September 21, 2018 - 02:13

GREENWICH, CT , Sept. 19, 2018 (Press Release) -BillerudKorsnäs announced that it partnered with researchers at Uppsala University towards the future’s paper batteries. Together they have taken basic research based on pure cellulose from algae and developed it to work with the same type of fibre that BillerudKorsnäs usually uses to manufacture paper and packaging. This development opens up the possibility of eco-friendly batteries, with the long-term goal being large-scale production at a low price.

“It’s not unusual for researchers to present new, eco-friendly technology. What’s special in this case is the model for collaboration between BillerudKorsnäs and Uppsala University that has resulted in technology adapted to large-scale production processes,” says Lars Sandberg, project manager for innovation at BillerudKorsnäs.
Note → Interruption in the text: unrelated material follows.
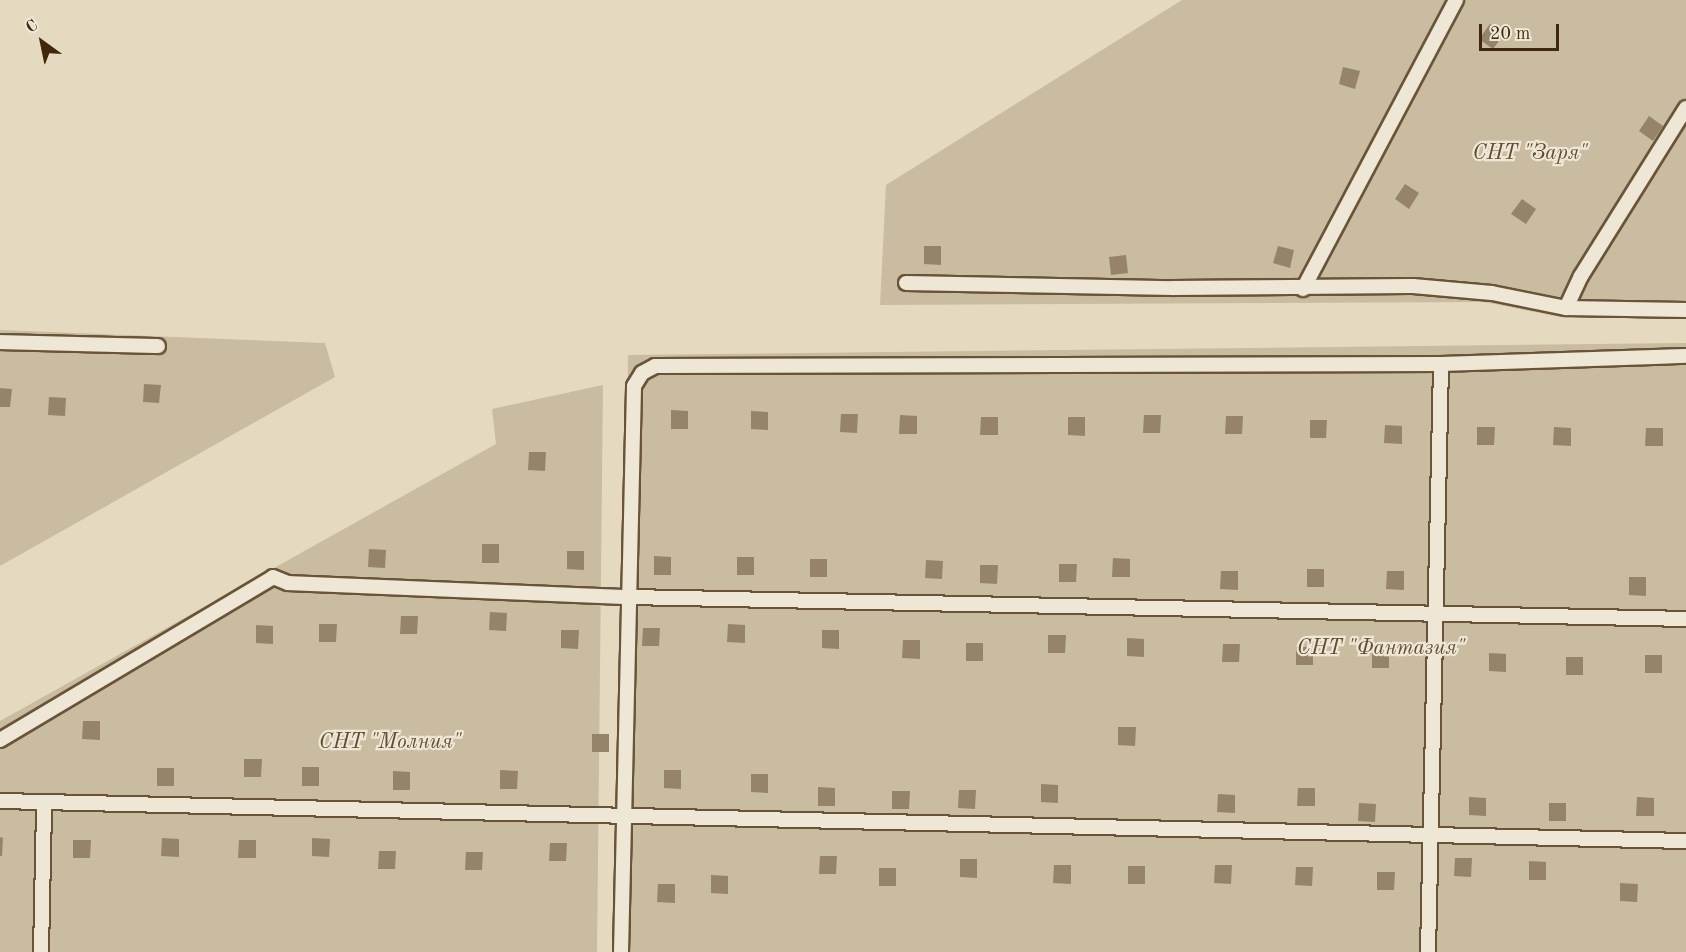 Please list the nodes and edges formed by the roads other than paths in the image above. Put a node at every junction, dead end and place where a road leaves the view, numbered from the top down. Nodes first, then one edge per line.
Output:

“We’re combining the deep theoretical expertise of the researchers with our understanding of innovation and production technology. By successfully creating a joint platform and having fantastic people on our team, we can focus our work on the future, on creating an advanced product that can still be produced in an effective way,” says Lars Sandberg.

Small paper batteries with sensors can in the future allow packaging to be traced through the entire transport chain. This opens up possibilities for developing packaging that is both smart and more sustainable. Smart packaging could, for example, measure temperature and position, or provide information on what is happening with an item during transport. This means packaging solutions that are even more effective in terms of ensuring that products maintain their quality during the logistics chain, which is key from a sustainability perspective.

Energy storage in paper instead of metal enables production of bio-based batteries that can be included in circular systems. With electrodes based on cellulose from wood fibre, the ambition is that in the future, it will be possible to recycle batteries along with their boxes and make them into new boxes or paper batteries, which would provide huge sustainability benefits.